I am trained as both an anthropologist and a historian. Broadly speaking, my primary research interest is in Islam in the Indian Ocean world particularly, the historical and contemporary connections between Southeast Asia and South Arabia. My work examines the intersections of religious authority, social formation, mobility, semiotics and communicative practice with a focus on Islamic Law, Sufism, and the Hadrami diaspora in Indonesia (that is, those who trace their origins to the Hadramawt valley of Southern Yemen).
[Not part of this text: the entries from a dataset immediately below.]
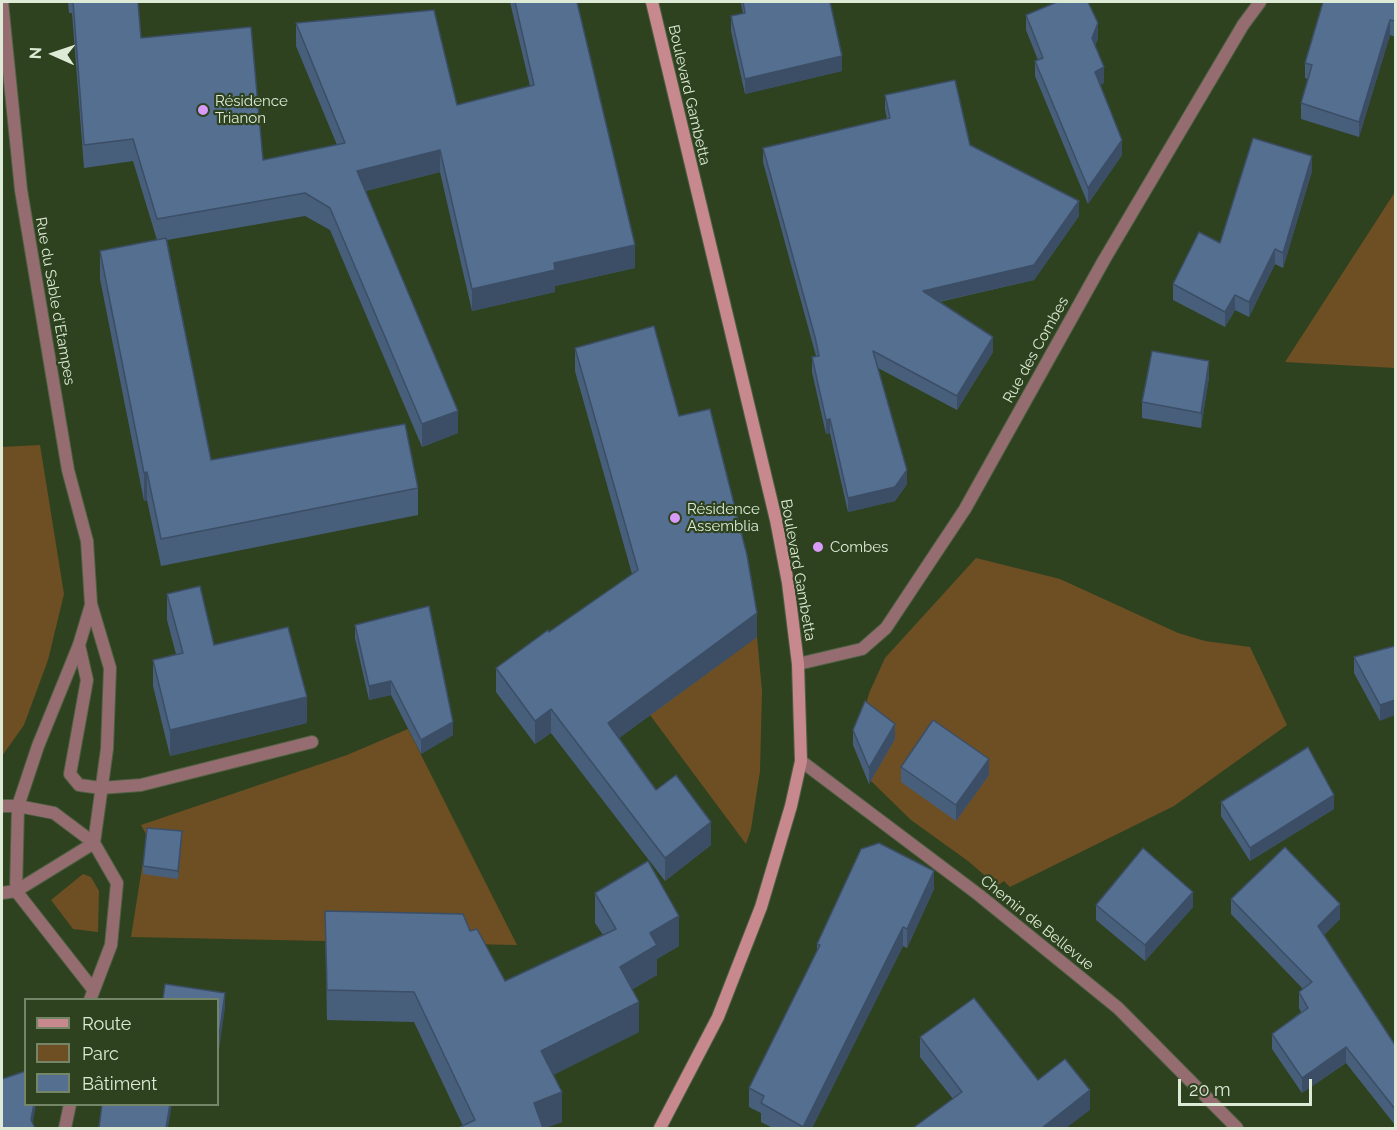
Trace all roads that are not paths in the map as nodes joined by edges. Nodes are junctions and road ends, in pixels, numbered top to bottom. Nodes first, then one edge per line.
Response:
1 (2, 2) edge
2 (652, 2) edge
3 (1260, 2) edge
4 (91, 604) junction
5 (80, 645) junction
6 (798, 664) junction
7 (312, 742) dead end
8 (801, 761) junction
9 (101, 788) junction
10 (2, 806) edge
11 (18, 806) junction
12 (94, 843) junction
13 (16, 891) junction
14 (2, 893) edge
15 (91, 994) edge
16 (70, 1106) edge
17 (65, 1128) edge
18 (660, 1128) edge
19 (1237, 1128) edge

1 - 4 street, Rue du Sable d'Etampes
2 - 6 main road, Boulevard Gambetta
3 - 6 street, Rue des Combes
4 - 5 street, Rue du Sable d'Etampes
4 - 9 street, Rue du Sable d'Etampes
5 - 9 street
5 - 11 street, Rue du Sable d'Etampes
6 - 8 main road, Boulevard Gambetta
7 - 9 street
8 - 18 main road, Boulevard Gambetta
8 - 19 street, Chemin de Bellevue
9 - 12 street, Rue du Sable d'Etampes
10 - 11 street
11 - 12 street
11 - 13 street, Rue du Sable d'Etampes
12 - 13 street
12 - 15 street
13 - 14 street
13 - 15 street
16 - 17 street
My teaching areas include History and Anthropology of Islam, Islamic Law and Society, Islam and Politics, Sufism, Islam in the Indian Ocean World and in Southeast Asia.
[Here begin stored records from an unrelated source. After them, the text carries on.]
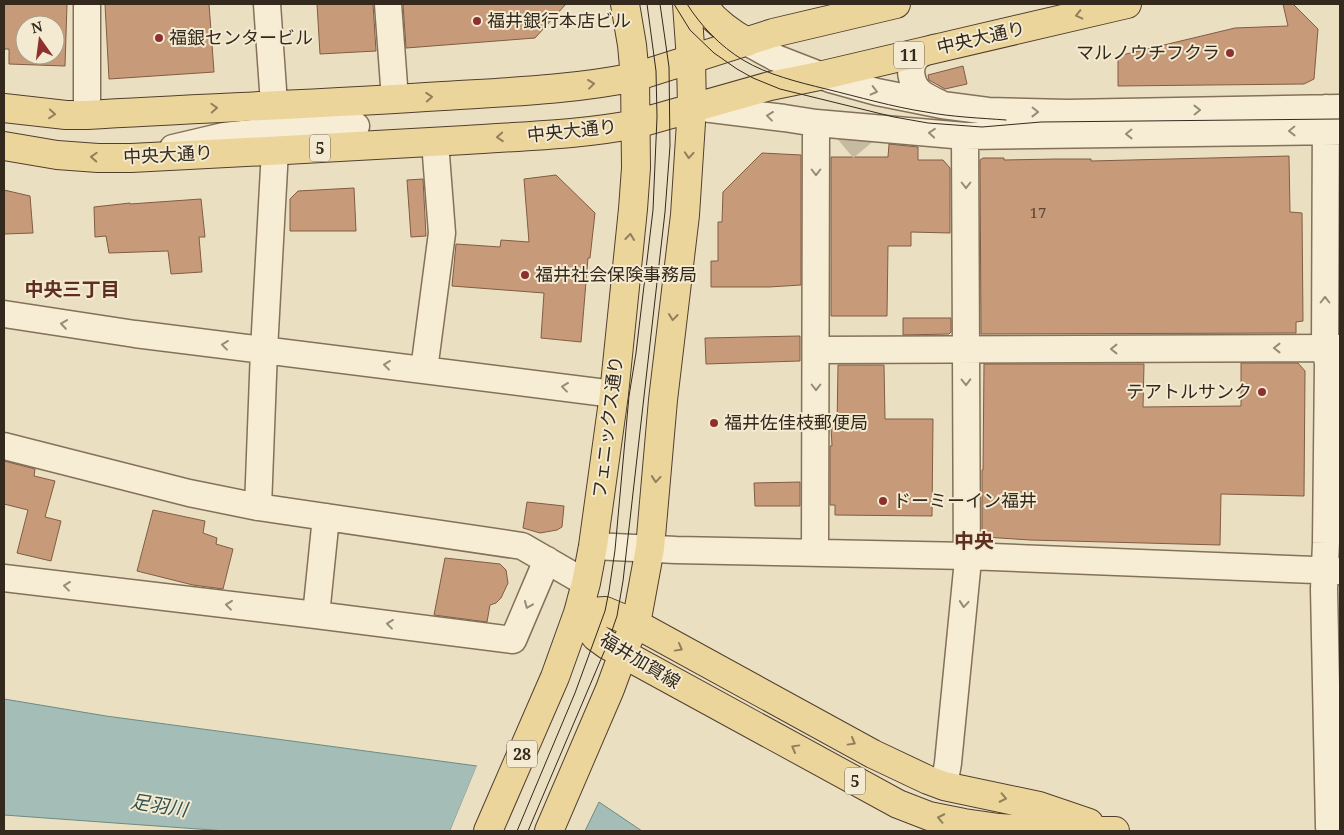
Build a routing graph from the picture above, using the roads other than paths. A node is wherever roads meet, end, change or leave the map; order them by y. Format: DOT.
graph roads {
  1 [pos="87,4"];
  2 [pos="267,4"];
  3 [pos="388,4"];
  4 [pos="625,4"];
  5 [pos="688,4"];
  6 [pos="702,4"];
  7 [pos="896,4"];
  8 [pos="1127,4"];
  9 [pos="854,9"];
  10 [pos="747,42"];
  11 [pos="935,48"];
  12 [pos="691,60"];
  13 [pos="819,76"];
  14 [pos="635,77"];
  15 [pos="395,99"];
  16 [pos="274,104"];
  17 [pos="942,105"];
  18 [pos="692,107"];
  19 [pos="4,108"];
  20 [pos="87,115"];
  21 [pos="1333,119"];
  22 [pos="816,123"];
  23 [pos="636,124"];
  24 [pos="356,126"];
  25 [pos="965,136"];
  26 [pos="435,142"];
  27 [pos="4,146"];
  28 [pos="275,150"];
  29 [pos="131,158"];
  30 [pos="4,314"];
  31 [pos="1333,348"];
  32 [pos="965,349"];
  33 [pos="264,350"];
  34 [pos="816,350"];
  35 [pos="424,370"];
  36 [pos="614,394"];
  37 [pos="1334,436"];
  38 [pos="4,446"];
  39 [pos="258,507"];
  40 [pos="326,517"];
  41 [pos="593,546"];
  42 [pos="650,548"];
  43 [pos="815,552"];
  44 [pos="967,556"];
  45 [pos="547,560"];
  46 [pos="1333,571"];
  47 [pos="4,578"];
  48 [pos="586,583"];
  49 [pos="578,613"];
  50 [pos="316,615"];
  51 [pos="636,624"];
  52 [pos="623,654"];
  53 [pos="944,786"];
  54 [pos="998,830"];
  55 [pos="488,831"];
  56 [pos="550,831"];
  57 [pos="1113,831"];
  58 [pos="1330,831"];
  1 -- 20 [label="street"];
  2 -- 16 [label="street"];
  3 -- 15 [label="street"];
  4 -- 14 [label="main road, フェニックス通り"];
  5 -- 12 [label="main road"];
  6 -- 10 [label="main road"];
  7 -- 9 [label="main road"];
  8 -- 11 [label="main road, 中央大通り / 11, one-way"];
  9 -- 10 [label="main road"];
  10 -- 12 [label="main road"];
  10 -- 13 [label="street"];
  11 -- 13 [label="main road, 中央大通り / 11"];
  11 -- 17 [label="street"];
  12 -- 14 [label="main road"];
  12 -- 18 [label="main road"];
  13 -- 17 [label="street, one-way"];
  13 -- 18 [label="main road, 中央大通り / 11"];
  15 -- 14 [label="main road, one-way"];
  14 -- 23 [label="main road, フェニックス通り"];
  15 -- 16 [label="main road"];
  20 -- 16 [label="main road, one-way"];
  17 -- 21 [label="street, one-way"];
  22 -- 18 [label="street, one-way"];
  18 -- 23 [label="main road, 中央大通り"];
  18 -- 42 [label="main road, one-way"];
  19 -- 20 [label="main road, one-way"];
  21 -- 25 [label="street, one-way"];
  31 -- 21 [label="street, one-way"];
  25 -- 22 [label="street, one-way"];
  22 -- 34 [label="street, one-way"];
  23 -- 26 [label="main road, 中央大通り / 5, one-way"];
  36 -- 23 [label="main road, フェニックス通り, one-way"];
  24 -- 29 [label="street"];
  25 -- 32 [label="street, one-way"];
  26 -- 28 [label="main road, 中央大通り / 5"];
  26 -- 35 [label="street"];
  29 -- 27 [label="main road, 中央大通り / 5, one-way"];
  28 -- 29 [label="main road, 中央大通り / 5"];
  28 -- 33 [label="street"];
  33 -- 30 [label="street, one-way"];
  31 -- 32 [label="street, one-way"];
  31 -- 37 [label="street"];
  32 -- 34 [label="street"];
  32 -- 44 [label="street, one-way"];
  35 -- 33 [label="street, one-way"];
  33 -- 39 [label="street"];
  34 -- 43 [label="street, one-way"];
  36 -- 35 [label="street, one-way"];
  36 -- 41 [label="main road, フェニックス通り"];
  37 -- 46 [label="street"];
  38 -- 39 [label="street"];
  39 -- 40 [label="street"];
  40 -- 45 [label="street"];
  40 -- 50 [label="street"];
  41 -- 42 [label="street"];
  41 -- 48 [label="main road, フェニックス通り"];
  42 -- 43 [label="street"];
  42 -- 51 [label="main road"];
  43 -- 44 [label="street"];
  44 -- 46 [label="street"];
  44 -- 53 [label="street, one-way"];
  45 -- 48 [label="street"];
  45 -- 50 [label="street, one-way"];
  46 -- 58 [label="street"];
  50 -- 47 [label="street, one-way"];
  48 -- 49 [label="main road, フェニックス通り"];
  49 -- 51 [label="main road, 福井加賀線 / 5"];
  49 -- 52 [label="main road, 福井加賀線 / 5"];
  49 -- 55 [label="main road, フェニックス通り / 28"];
  51 -- 52 [label="main road"];
  51 -- 53 [label="main road, 福井加賀線 / 5, one-way"];
  54 -- 52 [label="main road, 福井加賀線 / 5, one-way"];
  52 -- 56 [label="main road"];
  53 -- 57 [label="main road, 福井加賀線 / 5, one-way"];
  54 -- 57 [label="main road, 福井加賀線 / 5"];
}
My current book project investigates the relationship between post-Prophetic Islamic religious authority and social formation in historical and contemporary Indonesia and Yemen by observing several Muslim scholars and saints, and their overlapping and often conflicting congregations. It focuses on historical and contemporary Muslim scholars who have succeeded in forming Islamic congregations (jama’as) that revolve around their authority as the articulators of the norms/way (sunna) of the Prophet Muhammad. In this work, I explore various works of mediations that have enabled these actors to establish and project vertical connections to the Prophet — either through mastery of textual sources, lineal descent, spiritual genealogy, or spiritual visions and dreams — and assemble their congregations. My interest lies in tracing the various inter-personal and inter-objective associations, movements, linkages, brackets, and frictions that have enabled such social assemblages to take shape, endure, or fade.
Aside from my current project, I am also in the preliminary stage of developing another book-length project which studies the development of Islamic legal consciousness among ordinary traditionalist Muslims in Java. By ordinary traditionalist Muslims, I mean those who are not educated in the Islamic seminaries and are often condescendingly described by scholars and seminary graduates as the “orang awam” (from the Arabic ‘awam, meaning commoners) unlettered in Islamic law. Contrary to this common characterization, I seek to show how ordinary traditionalist Muslims in Central Java, in their attempt to act as ethical subjects in their daily life, actually think using Islamic legal categories, reproduce different legal rulings, and even critically evaluate Muslim scholars on the basis of their own understanding of Islamic law. As such, I want to explore the processes that have shaped and sustained the inculcation of Islamic legal consciousness among ordinary traditionalist Muslims in Java, and what differentiates it from the ways in which scholars and graduates of Islamic seminaries understand and use Islamic law.